[Collection entries]
-*-

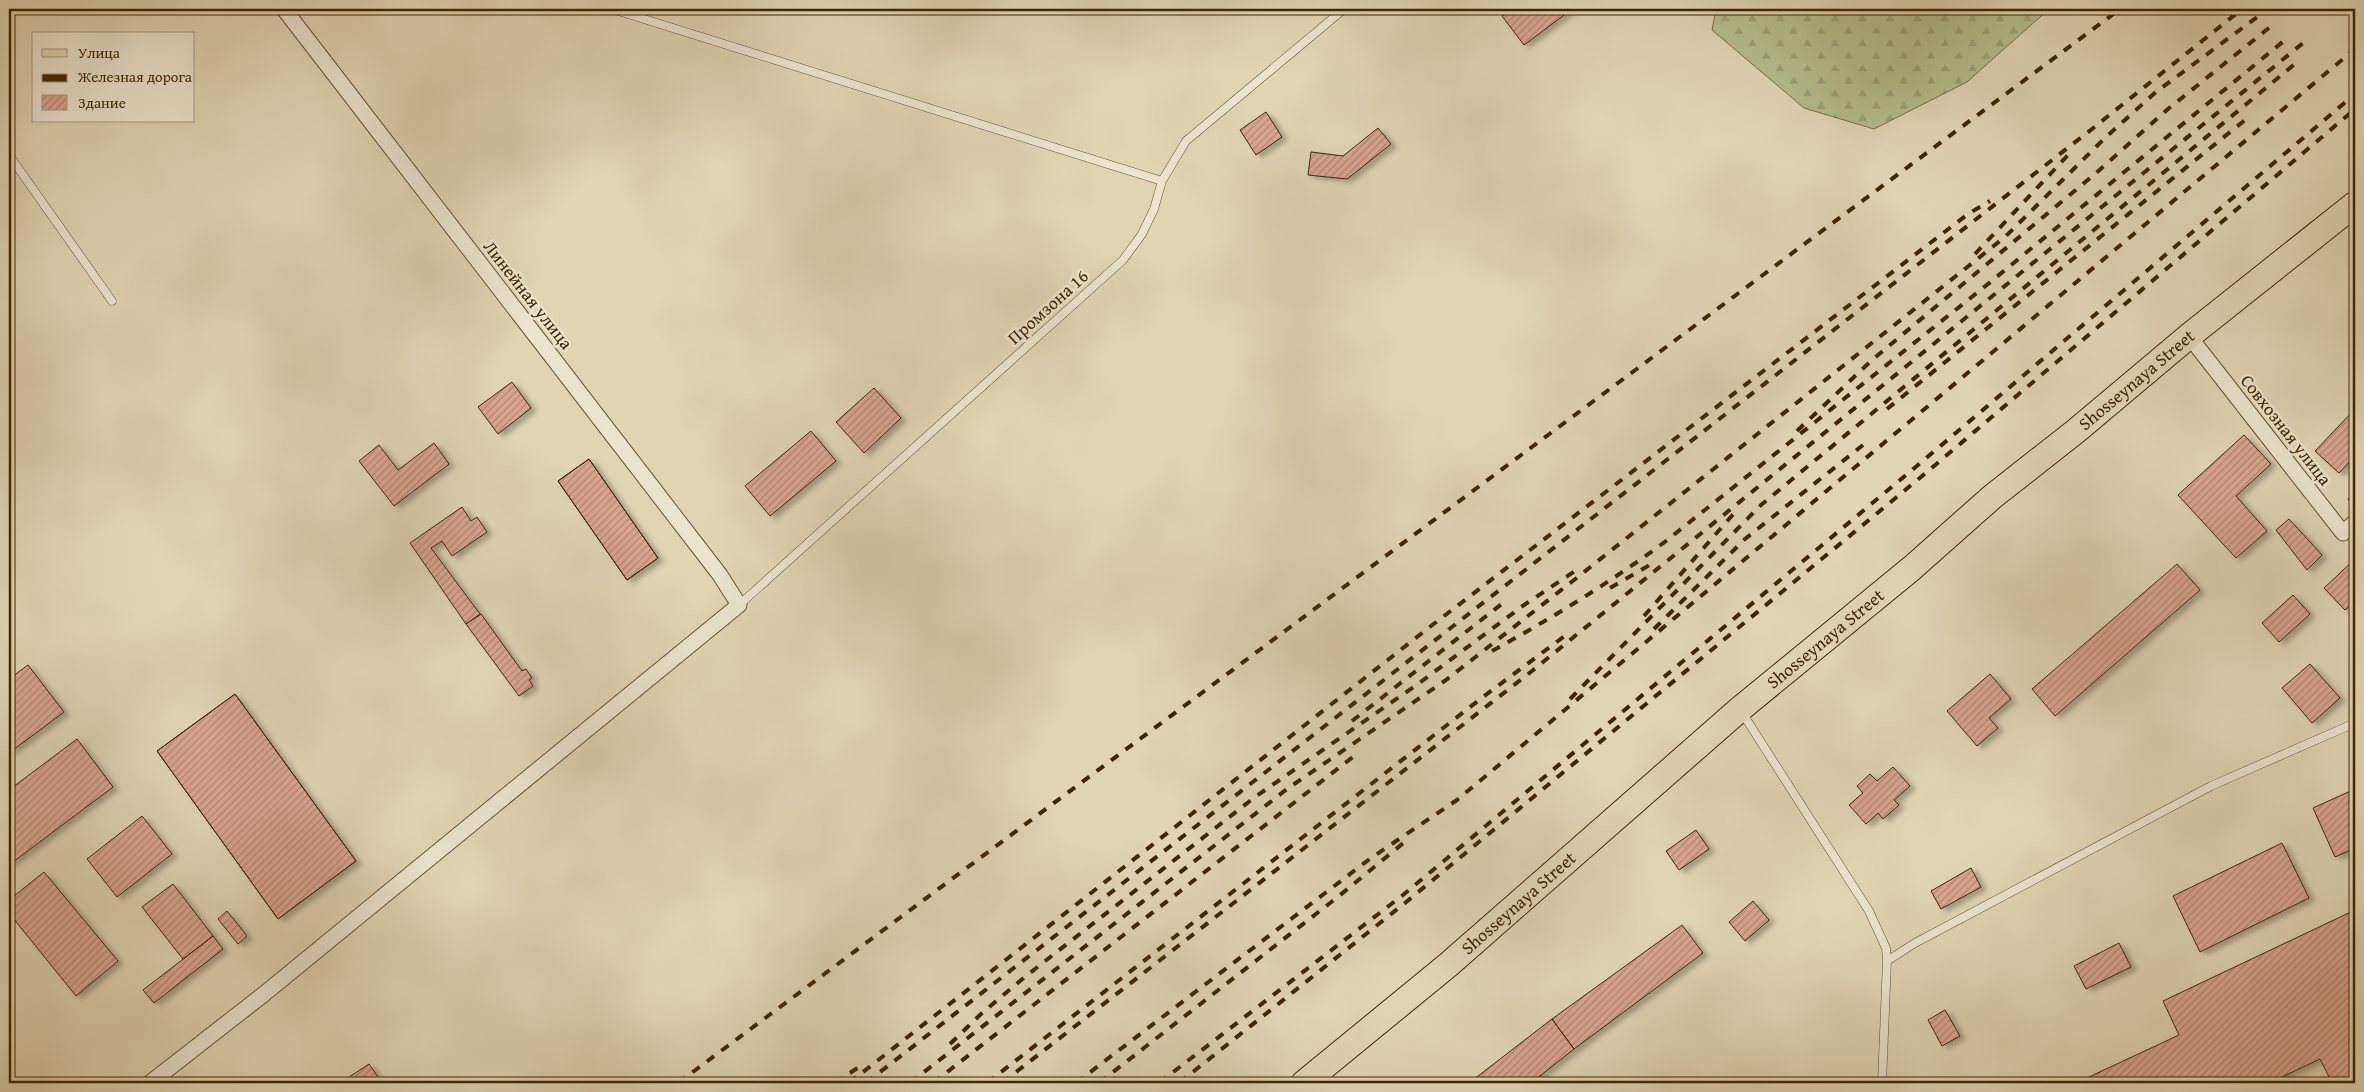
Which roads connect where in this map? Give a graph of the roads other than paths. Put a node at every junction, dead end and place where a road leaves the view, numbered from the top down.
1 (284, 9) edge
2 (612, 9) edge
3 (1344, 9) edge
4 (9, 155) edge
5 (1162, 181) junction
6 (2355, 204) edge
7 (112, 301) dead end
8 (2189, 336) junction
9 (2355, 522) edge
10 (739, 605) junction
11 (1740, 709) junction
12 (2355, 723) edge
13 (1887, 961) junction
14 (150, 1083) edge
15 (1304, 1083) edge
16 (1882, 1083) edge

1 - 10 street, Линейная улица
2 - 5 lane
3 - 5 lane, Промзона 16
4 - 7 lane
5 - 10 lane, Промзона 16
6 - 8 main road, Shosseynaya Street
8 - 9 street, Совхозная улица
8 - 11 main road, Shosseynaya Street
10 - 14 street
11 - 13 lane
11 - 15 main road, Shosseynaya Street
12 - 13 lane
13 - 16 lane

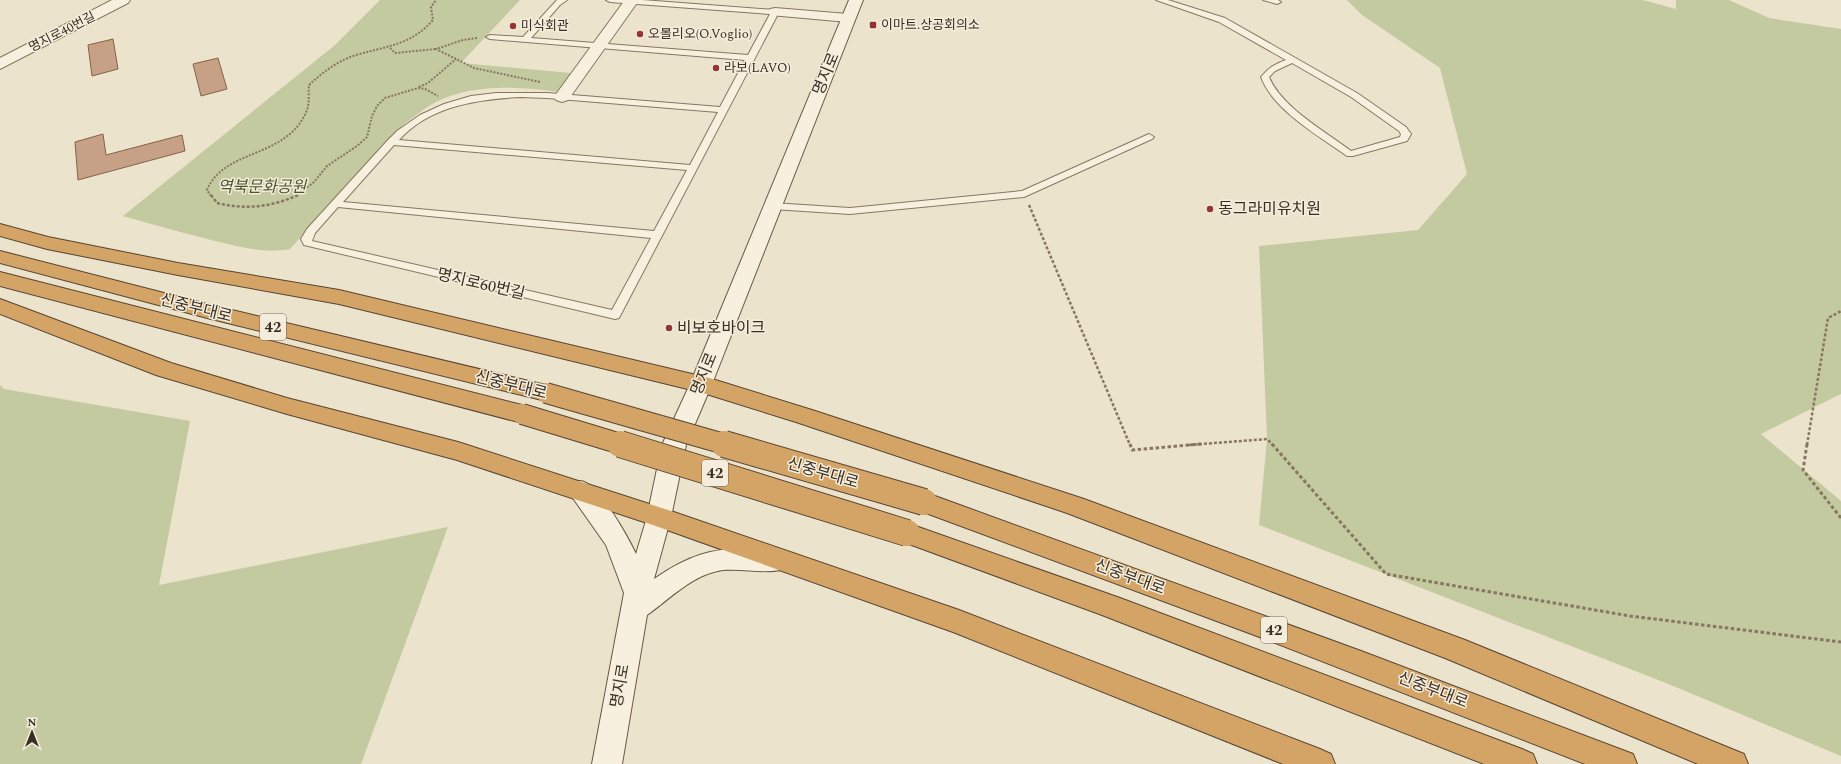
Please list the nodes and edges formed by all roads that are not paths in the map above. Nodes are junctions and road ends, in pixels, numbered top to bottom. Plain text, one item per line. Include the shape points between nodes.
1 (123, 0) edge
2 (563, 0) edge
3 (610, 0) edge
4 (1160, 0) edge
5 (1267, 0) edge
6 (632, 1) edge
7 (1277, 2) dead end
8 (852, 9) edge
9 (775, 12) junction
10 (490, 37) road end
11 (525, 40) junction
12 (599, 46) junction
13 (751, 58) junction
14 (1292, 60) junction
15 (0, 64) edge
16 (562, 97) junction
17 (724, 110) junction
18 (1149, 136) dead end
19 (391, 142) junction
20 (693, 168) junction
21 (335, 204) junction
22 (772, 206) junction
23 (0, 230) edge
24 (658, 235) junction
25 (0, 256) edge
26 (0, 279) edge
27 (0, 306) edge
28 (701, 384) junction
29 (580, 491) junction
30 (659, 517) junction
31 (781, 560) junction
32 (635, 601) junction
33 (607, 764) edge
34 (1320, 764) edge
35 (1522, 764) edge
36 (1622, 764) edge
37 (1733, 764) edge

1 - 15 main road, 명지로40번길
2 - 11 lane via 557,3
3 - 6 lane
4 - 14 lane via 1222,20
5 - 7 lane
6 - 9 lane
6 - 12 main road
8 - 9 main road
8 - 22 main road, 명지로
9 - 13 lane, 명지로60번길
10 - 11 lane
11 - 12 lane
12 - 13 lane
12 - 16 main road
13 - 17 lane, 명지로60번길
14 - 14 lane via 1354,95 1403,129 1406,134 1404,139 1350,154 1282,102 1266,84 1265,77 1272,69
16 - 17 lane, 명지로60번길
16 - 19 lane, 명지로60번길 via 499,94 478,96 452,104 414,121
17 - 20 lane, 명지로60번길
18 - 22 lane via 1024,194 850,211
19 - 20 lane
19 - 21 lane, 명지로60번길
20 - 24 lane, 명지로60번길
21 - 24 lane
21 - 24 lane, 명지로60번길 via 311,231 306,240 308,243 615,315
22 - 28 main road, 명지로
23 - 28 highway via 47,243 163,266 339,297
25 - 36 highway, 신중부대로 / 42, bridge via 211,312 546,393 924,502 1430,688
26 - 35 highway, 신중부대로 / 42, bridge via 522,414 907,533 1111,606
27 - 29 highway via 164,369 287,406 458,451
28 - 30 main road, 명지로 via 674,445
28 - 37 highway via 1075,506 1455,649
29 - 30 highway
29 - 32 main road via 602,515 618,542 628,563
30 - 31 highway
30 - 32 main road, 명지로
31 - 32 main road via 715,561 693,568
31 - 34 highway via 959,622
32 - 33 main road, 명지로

-*-

- **Exercise goal**
Transcribe each record above exactly, leaving every picture out of the copy.

- **Answer to this problem**
Which roads connect where in this map? Give a graph of the roads other than paths. Put a node at every junction, dead end and place where a road leaves the view, numbered from the top down.
1 (284, 9) edge
2 (612, 9) edge
3 (1344, 9) edge
4 (9, 155) edge
5 (1162, 181) junction
6 (2355, 204) edge
7 (112, 301) dead end
8 (2189, 336) junction
9 (2355, 522) edge
10 (739, 605) junction
11 (1740, 709) junction
12 (2355, 723) edge
13 (1887, 961) junction
14 (150, 1083) edge
15 (1304, 1083) edge
16 (1882, 1083) edge

1 - 10 street, Линейная улица
2 - 5 lane
3 - 5 lane, Промзона 16
4 - 7 lane
5 - 10 lane, Промзона 16
6 - 8 main road, Shosseynaya Street
8 - 9 street, Совхозная улица
8 - 11 main road, Shosseynaya Street
10 - 14 street
11 - 13 lane
11 - 15 main road, Shosseynaya Street
12 - 13 lane
13 - 16 lane

Please list the nodes and edges formed by all roads that are not paths in the map above. Nodes are junctions and road ends, in pixels, numbered top to bottom. Plain text, one item per line. Include the shape points between nodes.
1 (123, 0) edge
2 (563, 0) edge
3 (610, 0) edge
4 (1160, 0) edge
5 (1267, 0) edge
6 (632, 1) edge
7 (1277, 2) dead end
8 (852, 9) edge
9 (775, 12) junction
10 (490, 37) road end
11 (525, 40) junction
12 (599, 46) junction
13 (751, 58) junction
14 (1292, 60) junction
15 (0, 64) edge
16 (562, 97) junction
17 (724, 110) junction
18 (1149, 136) dead end
19 (391, 142) junction
20 (693, 168) junction
21 (335, 204) junction
22 (772, 206) junction
23 (0, 230) edge
24 (658, 235) junction
25 (0, 256) edge
26 (0, 279) edge
27 (0, 306) edge
28 (701, 384) junction
29 (580, 491) junction
30 (659, 517) junction
31 (781, 560) junction
32 (635, 601) junction
33 (607, 764) edge
34 (1320, 764) edge
35 (1522, 764) edge
36 (1622, 764) edge
37 (1733, 764) edge

1 - 15 main road, 명지로40번길
2 - 11 lane via 557,3
3 - 6 lane
4 - 14 lane via 1222,20
5 - 7 lane
6 - 9 lane
6 - 12 main road
8 - 9 main road
8 - 22 main road, 명지로
9 - 13 lane, 명지로60번길
10 - 11 lane
11 - 12 lane
12 - 13 lane
12 - 16 main road
13 - 17 lane, 명지로60번길
14 - 14 lane via 1354,95 1403,129 1406,134 1404,139 1350,154 1282,102 1266,84 1265,77 1272,69
16 - 17 lane, 명지로60번길
16 - 19 lane, 명지로60번길 via 499,94 478,96 452,104 414,121
17 - 20 lane, 명지로60번길
18 - 22 lane via 1024,194 850,211
19 - 20 lane
19 - 21 lane, 명지로60번길
20 - 24 lane, 명지로60번길
21 - 24 lane
21 - 24 lane, 명지로60번길 via 311,231 306,240 308,243 615,315
22 - 28 main road, 명지로
23 - 28 highway via 47,243 163,266 339,297
25 - 36 highway, 신중부대로 / 42, bridge via 211,312 546,393 924,502 1430,688
26 - 35 highway, 신중부대로 / 42, bridge via 522,414 907,533 1111,606
27 - 29 highway via 164,369 287,406 458,451
28 - 30 main road, 명지로 via 674,445
28 - 37 highway via 1075,506 1455,649
29 - 30 highway
29 - 32 main road via 602,515 618,542 628,563
30 - 31 highway
30 - 32 main road, 명지로
31 - 32 main road via 715,561 693,568
31 - 34 highway via 959,622
32 - 33 main road, 명지로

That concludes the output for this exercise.